*** Opening of Source data ***

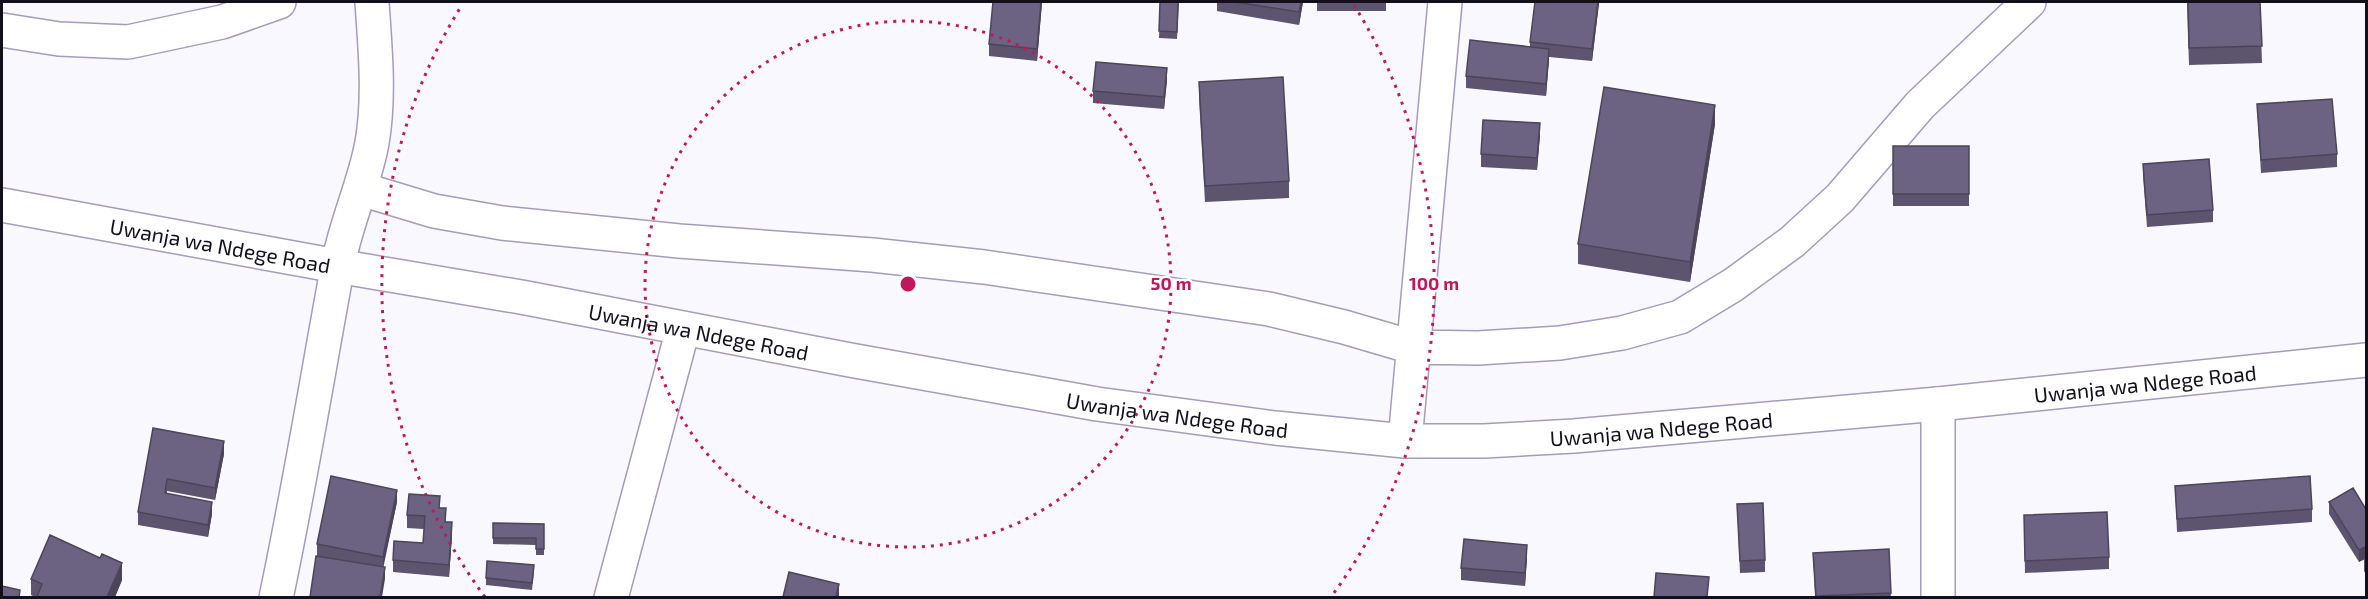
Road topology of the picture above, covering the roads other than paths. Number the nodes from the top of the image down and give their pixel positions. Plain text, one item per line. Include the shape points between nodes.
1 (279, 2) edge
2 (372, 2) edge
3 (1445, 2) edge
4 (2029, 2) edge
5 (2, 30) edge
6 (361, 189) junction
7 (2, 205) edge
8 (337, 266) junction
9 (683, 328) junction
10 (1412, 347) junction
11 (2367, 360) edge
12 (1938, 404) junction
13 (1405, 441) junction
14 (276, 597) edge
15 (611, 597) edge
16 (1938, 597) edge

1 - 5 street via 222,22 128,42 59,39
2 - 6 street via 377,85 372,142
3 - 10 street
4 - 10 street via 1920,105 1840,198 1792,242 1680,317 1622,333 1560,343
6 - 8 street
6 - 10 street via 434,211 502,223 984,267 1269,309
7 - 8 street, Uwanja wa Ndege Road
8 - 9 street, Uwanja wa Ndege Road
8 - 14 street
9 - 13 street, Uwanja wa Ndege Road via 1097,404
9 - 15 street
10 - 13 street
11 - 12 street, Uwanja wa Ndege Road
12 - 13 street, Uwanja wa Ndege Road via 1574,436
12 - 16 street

*** Close of Source data ***

__What is required__
The response should be the full material, repeated exactly, with images removed.

__Response area__
Road topology of the picture above, covering the roads other than paths. Number the nodes from the top of the image down and give their pixel positions. Plain text, one item per line. Include the shape points between nodes.
1 (279, 2) edge
2 (372, 2) edge
3 (1445, 2) edge
4 (2029, 2) edge
5 (2, 30) edge
6 (361, 189) junction
7 (2, 205) edge
8 (337, 266) junction
9 (683, 328) junction
10 (1412, 347) junction
11 (2367, 360) edge
12 (1938, 404) junction
13 (1405, 441) junction
14 (276, 597) edge
15 (611, 597) edge
16 (1938, 597) edge

1 - 5 street via 222,22 128,42 59,39
2 - 6 street via 377,85 372,142
3 - 10 street
4 - 10 street via 1920,105 1840,198 1792,242 1680,317 1622,333 1560,343
6 - 8 street
6 - 10 street via 434,211 502,223 984,267 1269,309
7 - 8 street, Uwanja wa Ndege Road
8 - 9 street, Uwanja wa Ndege Road
8 - 14 street
9 - 13 street, Uwanja wa Ndege Road via 1097,404
9 - 15 street
10 - 13 street
11 - 12 street, Uwanja wa Ndege Road
12 - 13 street, Uwanja wa Ndege Road via 1574,436
12 - 16 street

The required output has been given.